Now, as conservatives protest, gay couples from Xochimilco to Polanco are making plans to tie the knot.
Mexican actress Jesusa Rodríguez will marry her partner, Liliana Felipe, after 30 years together. "The important thing is that
this law grants equality," Rodríguez said.
Many marriage-minded gay couples are preoccupied by concerns about the security of their loved ones.
Reyna Barrera, 70, had a breast removed two months ago, and although she is weak from chemotherapy, she is busy planning her
wedding to her partner of 36 years, Sandra Ponce.
"This way, she is protected. She will get my pension, our house, everything from the life we built together," said Barrera, a
literature professor at Mexico's National Autonomous University.
The Legislative Assembly passed the gay marriage act by a broad majority in December, as activists cheered and PAN
representatives looked on in dismay. Mayor Marcelo Ebrard, a PRD leader, signed the bill into law -- a first in Latin America.

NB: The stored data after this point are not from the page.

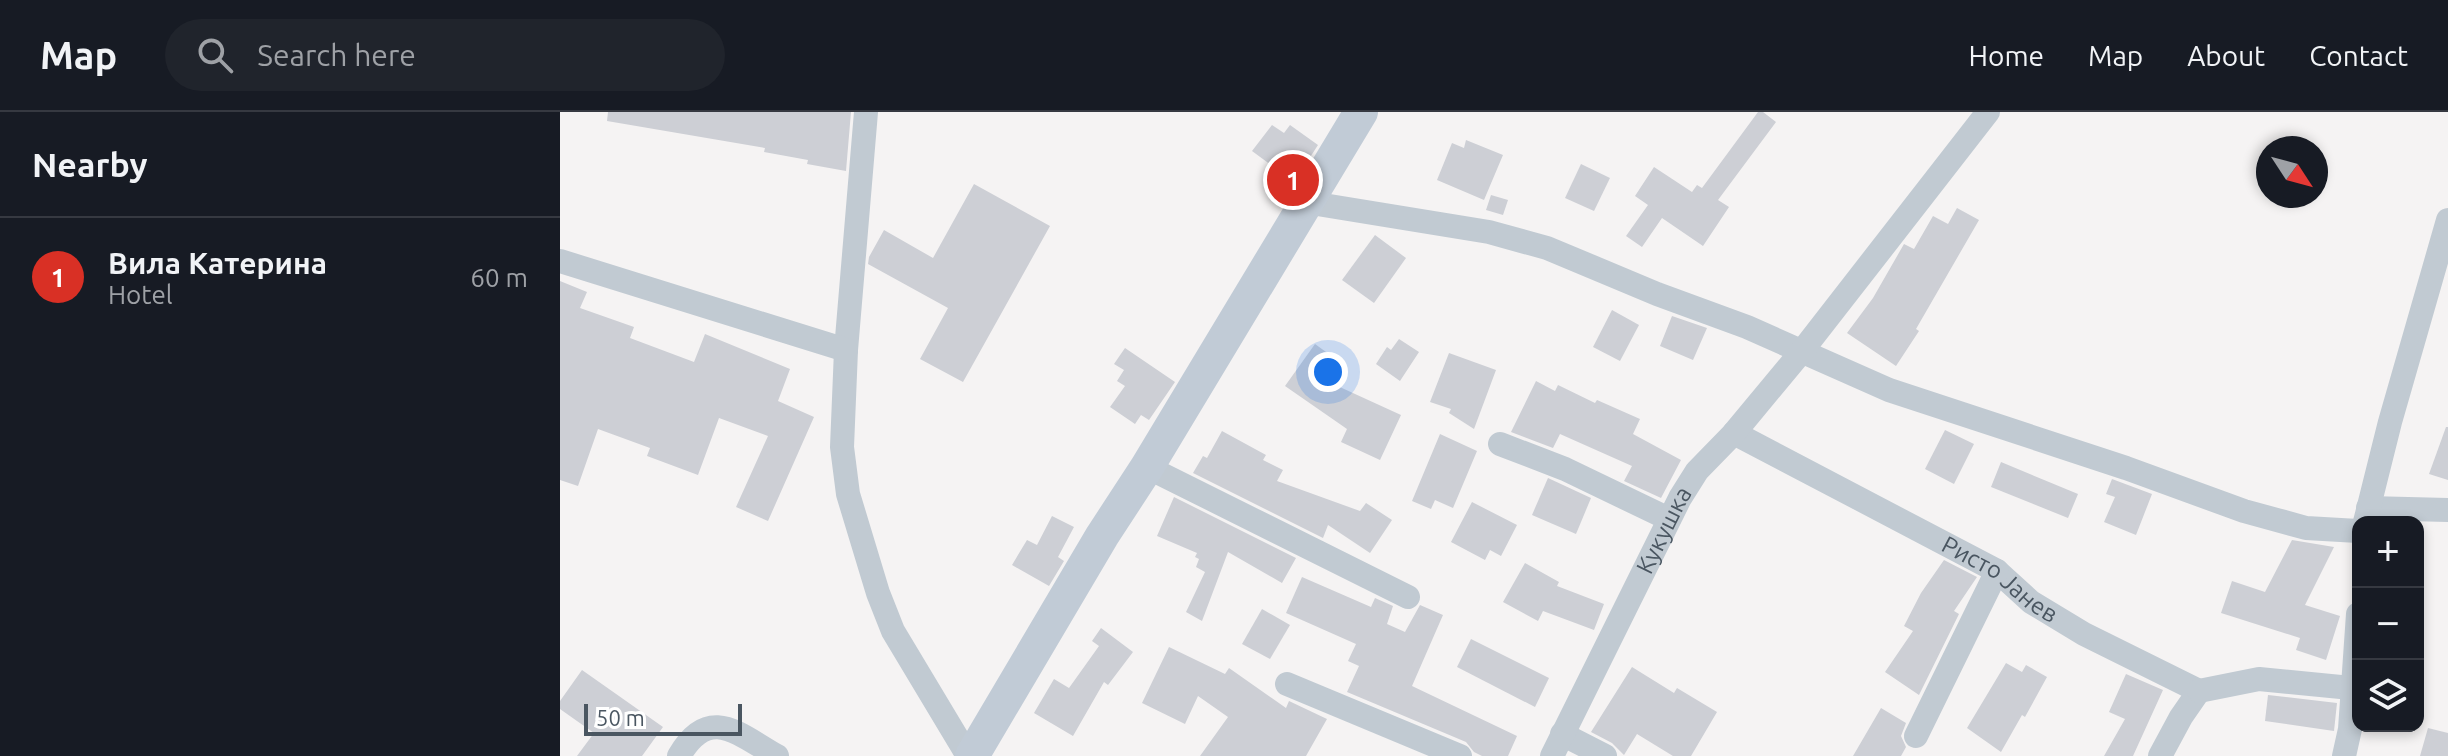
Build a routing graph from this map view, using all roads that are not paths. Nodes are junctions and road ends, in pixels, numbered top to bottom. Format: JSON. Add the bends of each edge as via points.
{"nodes":[{"id":1,"x":866,"y":112,"type":"edge"},
{"id":2,"x":1361,"y":112,"type":"edge"},
{"id":3,"x":1988,"y":112,"type":"edge"},
{"id":4,"x":1305,"y":202,"type":"junction"},
{"id":5,"x":2448,"y":220,"type":"edge"},
{"id":6,"x":560,"y":261,"type":"edge"},
{"id":7,"x":846,"y":350,"type":"junction"},
{"id":8,"x":1802,"y":351,"type":"junction"},
{"id":9,"x":1734,"y":433,"type":"junction"},
{"id":10,"x":1500,"y":444,"type":"dead end"},
{"id":11,"x":1147,"y":467,"type":"junction"},
{"id":12,"x":2448,"y":510,"type":"edge"},
{"id":13,"x":2367,"y":515,"type":"edge"},
{"id":14,"x":1669,"y":519,"type":"junction"},
{"id":15,"x":2352,"y":531,"type":"edge"},
{"id":16,"x":1997,"y":571,"type":"junction"},
{"id":17,"x":1408,"y":597,"type":"dead end"},
{"id":18,"x":2354,"y":660,"type":"edge"},
{"id":19,"x":1287,"y":684,"type":"dead end"},
{"id":20,"x":2351,"y":688,"type":"junction"},
{"id":21,"x":2199,"y":691,"type":"junction"},
{"id":22,"x":1916,"y":736,"type":"dead end"},
{"id":23,"x":1557,"y":745,"type":"edge"},
{"id":24,"x":679,"y":756,"type":"edge"},
{"id":25,"x":777,"y":756,"type":"edge"},
{"id":26,"x":970,"y":756,"type":"edge"},
{"id":27,"x":1460,"y":756,"type":"edge"},
{"id":28,"x":1605,"y":756,"type":"edge"},
{"id":29,"x":2160,"y":756,"type":"edge"},
{"id":30,"x":2344,"y":756,"type":"edge"}],
"edges":[{"from":1,"to":7,"type":"street"},
{"from":2,"to":4,"type":"main road"},
{"from":3,"to":8,"type":"street","name":"Кукушка"},
{"from":4,"to":8,"type":"street","via":[[1489,232],[1547,248]]},
{"from":4,"to":11,"type":"main road"},
{"from":5,"to":13,"type":"street"},
{"from":6,"to":7,"type":"street"},
{"from":7,"to":26,"type":"street","via":[[842,447],[862,543],[893,631]]},
{"from":8,"to":9,"type":"street","name":"Кукушка"},
{"from":8,"to":15,"type":"street","via":[[1889,390],[2244,511],[2306,528]]},
{"from":9,"to":14,"type":"street","name":"Кукушка","via":[[1697,471]]},
{"from":9,"to":16,"type":"street","name":"Ристо Јанев"},
{"from":10,"to":14,"type":"street"},
{"from":11,"to":17,"type":"street"},
{"from":11,"to":26,"type":"main road"},
{"from":12,"to":13,"type":"street"},
{"from":14,"to":23,"type":"street","name":"Кукушка"},
{"from":16,"to":21,"type":"street","name":"Ристо Јанев","via":[[2031,602],[2084,634]]},
{"from":16,"to":22,"type":"street"},
{"from":18,"to":20,"type":"street"},
{"from":19,"to":27,"type":"street"},
{"from":20,"to":21,"type":"street","via":[[2259,679]]},
{"from":20,"to":30,"type":"street"},
{"from":21,"to":29,"type":"street"},
{"from":23,"to":28,"type":"street","name":"Кукушка"},
{"from":24,"to":25,"type":"street","via":[[691,737],[716,726]]}]}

"The family is under attack," warned Mexico City Cardinal Norberto Rivera, saying that the "perverse" measure would inflict
psychological damage on "innocent children."
With the news, same-sex couples across the region began to demand equal access to the altar.
"Homosexual Marriage is Approved in Mexico. And in Chile, When?" read a headline in Chilean news Web site El Paradiario 14.
On Feb. 23, Buenos Aires judge Elena Liberatori told a gay couple to set a wedding date, despite policies that are "not in line
with the times." In late December, two men whose wedding plans were derailed by a Buenos Aires court married in Tierra del Fuego
-- home to a tolerant governor -- becoming the first gay couple in Latin America to legally wed.
Mexico City legalized same-sex civil unions in 2007; they also are recognized in Colombia, Uruguay, Brazil, Ecuador and
Argentina, but advocates for gay rights say only marriage can protect the rights of families in such matters as property and
custody.
Mexico's ruling party does not want the Mexico City law to be the catalyst for a domino effect.
The attorney general filed a challenge with the Supreme Court, arguing that the law violates the constitution.
"The constitution of the republic speaks explicitly of marriage between a man and a woman," Calderón, a devout Catholic, said in
early February.
According to the constitution, "men and women are equal under the law," and "this protects the organization and development of
the family."
Advocates said there has been no popular backlash to the law.
"I don't understand why a president would invent a constitution that concerns itself with weddings," said Mexican intellectual
Carlos Monsiváis. "There has been a campaign by the church and the right, but not by the people. There is still a lot of
machismo, but not as much as there used to be -- and not nearly as much as people believed."
An opinion poll by El Universal newspaper in November found that 50 percent of Mexico City respondents accepted gay marriage and
38 percent opposed it. Residents ages 18 to 39 were more likely to be supporters.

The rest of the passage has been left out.